=== What to do ===
Look through the data below for the string "setLineDash", and copy every line where it turns up.

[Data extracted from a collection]
Start of Block
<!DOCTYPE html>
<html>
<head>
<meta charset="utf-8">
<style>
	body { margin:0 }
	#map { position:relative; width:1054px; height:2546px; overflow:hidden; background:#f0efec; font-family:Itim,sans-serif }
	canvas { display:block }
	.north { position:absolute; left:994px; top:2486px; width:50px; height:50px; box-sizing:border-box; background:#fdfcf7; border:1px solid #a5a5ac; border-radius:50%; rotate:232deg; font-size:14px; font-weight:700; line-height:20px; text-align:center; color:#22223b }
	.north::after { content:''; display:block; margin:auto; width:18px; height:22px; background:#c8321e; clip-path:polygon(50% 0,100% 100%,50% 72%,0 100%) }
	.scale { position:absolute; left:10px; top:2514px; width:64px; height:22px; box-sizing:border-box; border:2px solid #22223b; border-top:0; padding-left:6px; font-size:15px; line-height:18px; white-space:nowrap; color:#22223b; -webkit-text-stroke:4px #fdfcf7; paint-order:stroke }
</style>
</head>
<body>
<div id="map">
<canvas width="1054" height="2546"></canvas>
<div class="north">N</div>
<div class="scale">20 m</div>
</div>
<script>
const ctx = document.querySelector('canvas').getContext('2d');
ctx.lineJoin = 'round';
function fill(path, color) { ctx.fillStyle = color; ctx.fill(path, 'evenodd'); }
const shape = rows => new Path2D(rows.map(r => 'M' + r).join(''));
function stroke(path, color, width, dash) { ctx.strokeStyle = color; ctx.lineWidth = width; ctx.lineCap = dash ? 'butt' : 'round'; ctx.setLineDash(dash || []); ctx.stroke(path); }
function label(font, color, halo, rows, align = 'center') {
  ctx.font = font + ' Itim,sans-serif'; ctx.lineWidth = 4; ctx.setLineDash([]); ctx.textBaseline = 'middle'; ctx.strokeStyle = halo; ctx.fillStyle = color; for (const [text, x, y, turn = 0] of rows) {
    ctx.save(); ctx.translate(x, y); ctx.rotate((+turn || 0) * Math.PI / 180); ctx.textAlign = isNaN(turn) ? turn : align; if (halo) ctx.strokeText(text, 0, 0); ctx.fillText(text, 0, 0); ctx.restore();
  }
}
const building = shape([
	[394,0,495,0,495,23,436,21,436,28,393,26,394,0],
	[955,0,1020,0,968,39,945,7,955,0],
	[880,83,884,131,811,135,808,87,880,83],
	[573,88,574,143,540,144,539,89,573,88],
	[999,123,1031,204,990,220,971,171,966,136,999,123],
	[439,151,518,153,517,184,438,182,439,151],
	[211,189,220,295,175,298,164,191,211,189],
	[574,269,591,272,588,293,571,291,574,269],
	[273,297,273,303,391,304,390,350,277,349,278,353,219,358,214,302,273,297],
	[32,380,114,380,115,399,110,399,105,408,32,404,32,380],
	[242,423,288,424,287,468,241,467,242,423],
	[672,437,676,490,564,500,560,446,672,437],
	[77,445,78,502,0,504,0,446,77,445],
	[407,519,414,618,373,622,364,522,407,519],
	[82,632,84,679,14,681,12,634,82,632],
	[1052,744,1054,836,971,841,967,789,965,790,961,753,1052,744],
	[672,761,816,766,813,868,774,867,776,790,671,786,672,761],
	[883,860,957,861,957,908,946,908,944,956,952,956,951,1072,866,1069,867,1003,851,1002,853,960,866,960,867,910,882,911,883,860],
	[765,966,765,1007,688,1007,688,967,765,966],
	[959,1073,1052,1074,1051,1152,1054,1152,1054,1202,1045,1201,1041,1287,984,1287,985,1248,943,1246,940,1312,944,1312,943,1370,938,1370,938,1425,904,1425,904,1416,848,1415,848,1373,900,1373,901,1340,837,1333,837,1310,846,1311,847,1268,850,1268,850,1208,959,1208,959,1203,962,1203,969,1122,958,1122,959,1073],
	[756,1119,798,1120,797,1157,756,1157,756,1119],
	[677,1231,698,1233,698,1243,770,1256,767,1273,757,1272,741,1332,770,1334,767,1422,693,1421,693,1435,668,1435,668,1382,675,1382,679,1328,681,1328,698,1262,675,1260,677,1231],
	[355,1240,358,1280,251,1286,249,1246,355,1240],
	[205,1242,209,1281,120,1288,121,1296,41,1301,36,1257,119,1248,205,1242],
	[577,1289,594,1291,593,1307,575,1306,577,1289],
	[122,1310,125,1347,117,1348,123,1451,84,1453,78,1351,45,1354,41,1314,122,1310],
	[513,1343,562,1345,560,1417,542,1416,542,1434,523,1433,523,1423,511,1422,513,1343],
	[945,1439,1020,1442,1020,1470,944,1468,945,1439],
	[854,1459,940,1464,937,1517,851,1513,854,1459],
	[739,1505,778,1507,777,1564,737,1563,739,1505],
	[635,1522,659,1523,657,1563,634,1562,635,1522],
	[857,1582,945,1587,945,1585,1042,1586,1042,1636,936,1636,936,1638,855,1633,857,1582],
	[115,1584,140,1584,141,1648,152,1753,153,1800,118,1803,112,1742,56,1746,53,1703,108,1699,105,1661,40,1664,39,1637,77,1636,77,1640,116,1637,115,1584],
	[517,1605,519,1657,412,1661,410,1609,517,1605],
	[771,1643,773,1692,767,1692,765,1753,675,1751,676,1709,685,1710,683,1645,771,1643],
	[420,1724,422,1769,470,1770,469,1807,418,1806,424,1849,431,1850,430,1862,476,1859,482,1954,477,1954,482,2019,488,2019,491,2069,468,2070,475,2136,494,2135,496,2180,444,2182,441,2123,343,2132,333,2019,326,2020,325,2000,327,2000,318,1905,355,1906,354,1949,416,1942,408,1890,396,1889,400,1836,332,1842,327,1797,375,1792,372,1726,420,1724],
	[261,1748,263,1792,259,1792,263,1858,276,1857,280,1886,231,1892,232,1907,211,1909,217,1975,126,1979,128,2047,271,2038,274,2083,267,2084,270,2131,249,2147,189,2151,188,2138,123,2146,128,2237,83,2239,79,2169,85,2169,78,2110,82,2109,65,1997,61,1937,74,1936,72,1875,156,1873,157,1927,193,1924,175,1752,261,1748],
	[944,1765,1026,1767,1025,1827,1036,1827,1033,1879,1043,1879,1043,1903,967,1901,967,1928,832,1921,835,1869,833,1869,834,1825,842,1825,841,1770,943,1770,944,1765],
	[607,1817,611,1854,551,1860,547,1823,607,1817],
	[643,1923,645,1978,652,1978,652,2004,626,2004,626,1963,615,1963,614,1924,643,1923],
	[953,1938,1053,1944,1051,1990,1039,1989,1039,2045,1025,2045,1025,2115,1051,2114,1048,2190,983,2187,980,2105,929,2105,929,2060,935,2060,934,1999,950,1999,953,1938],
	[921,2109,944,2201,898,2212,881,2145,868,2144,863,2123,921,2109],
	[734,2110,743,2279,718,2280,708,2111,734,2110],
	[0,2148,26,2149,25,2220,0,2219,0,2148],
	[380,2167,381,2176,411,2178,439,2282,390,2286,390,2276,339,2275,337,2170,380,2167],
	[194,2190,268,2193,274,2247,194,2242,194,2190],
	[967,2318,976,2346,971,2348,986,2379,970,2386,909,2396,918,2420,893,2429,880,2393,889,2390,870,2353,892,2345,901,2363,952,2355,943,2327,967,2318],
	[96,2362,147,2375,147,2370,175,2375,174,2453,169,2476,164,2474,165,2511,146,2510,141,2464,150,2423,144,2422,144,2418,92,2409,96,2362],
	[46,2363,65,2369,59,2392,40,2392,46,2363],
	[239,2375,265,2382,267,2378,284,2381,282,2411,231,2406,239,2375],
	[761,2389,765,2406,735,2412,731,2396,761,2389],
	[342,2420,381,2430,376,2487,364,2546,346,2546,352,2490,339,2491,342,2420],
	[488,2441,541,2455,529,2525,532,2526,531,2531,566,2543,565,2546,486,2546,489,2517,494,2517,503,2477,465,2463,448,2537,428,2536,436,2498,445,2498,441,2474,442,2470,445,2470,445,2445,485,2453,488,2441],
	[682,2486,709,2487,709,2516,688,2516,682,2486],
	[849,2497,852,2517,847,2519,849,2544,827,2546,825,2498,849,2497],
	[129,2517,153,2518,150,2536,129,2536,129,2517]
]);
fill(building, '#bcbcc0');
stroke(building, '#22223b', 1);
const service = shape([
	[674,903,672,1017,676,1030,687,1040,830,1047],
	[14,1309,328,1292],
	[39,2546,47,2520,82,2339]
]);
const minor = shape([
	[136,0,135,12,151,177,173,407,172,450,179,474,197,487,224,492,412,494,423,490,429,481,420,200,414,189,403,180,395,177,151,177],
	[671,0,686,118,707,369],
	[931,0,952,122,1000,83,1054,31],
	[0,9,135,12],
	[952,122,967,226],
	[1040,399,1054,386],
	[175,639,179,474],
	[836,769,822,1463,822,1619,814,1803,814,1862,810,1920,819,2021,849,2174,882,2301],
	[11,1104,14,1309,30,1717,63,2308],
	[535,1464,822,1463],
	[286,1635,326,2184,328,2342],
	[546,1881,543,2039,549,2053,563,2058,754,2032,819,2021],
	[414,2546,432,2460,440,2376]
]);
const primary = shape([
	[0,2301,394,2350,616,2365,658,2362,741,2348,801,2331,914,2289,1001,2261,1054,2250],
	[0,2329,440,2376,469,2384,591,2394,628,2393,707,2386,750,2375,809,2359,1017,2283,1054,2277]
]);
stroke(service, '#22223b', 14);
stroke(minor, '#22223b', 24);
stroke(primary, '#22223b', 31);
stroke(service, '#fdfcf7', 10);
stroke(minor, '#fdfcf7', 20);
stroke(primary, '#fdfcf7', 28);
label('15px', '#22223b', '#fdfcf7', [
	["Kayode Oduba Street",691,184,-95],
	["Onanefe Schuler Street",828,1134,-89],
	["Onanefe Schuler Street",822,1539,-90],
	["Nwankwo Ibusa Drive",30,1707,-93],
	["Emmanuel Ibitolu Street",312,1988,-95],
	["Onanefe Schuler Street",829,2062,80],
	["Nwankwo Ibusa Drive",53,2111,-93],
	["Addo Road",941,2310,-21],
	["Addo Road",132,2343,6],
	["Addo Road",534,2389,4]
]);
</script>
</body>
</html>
End of Block
=== Your response ===
function stroke(path, color, width, dash) { ctx.strokeStyle = color; ctx.lineWidth = width; ctx.lineCap = dash ? 'butt' : 'round'; ctx.setLineDash(dash || []); ctx.stroke(path); }
  ctx.font = font + ' Itim,sans-serif'; ctx.lineWidth = 4; ctx.setLineDash([]); ctx.textBaseline = 'middle'; ctx.strokeStyle = halo; ctx.fillStyle = color; for (const [text, x, y, turn = 0] of rows) {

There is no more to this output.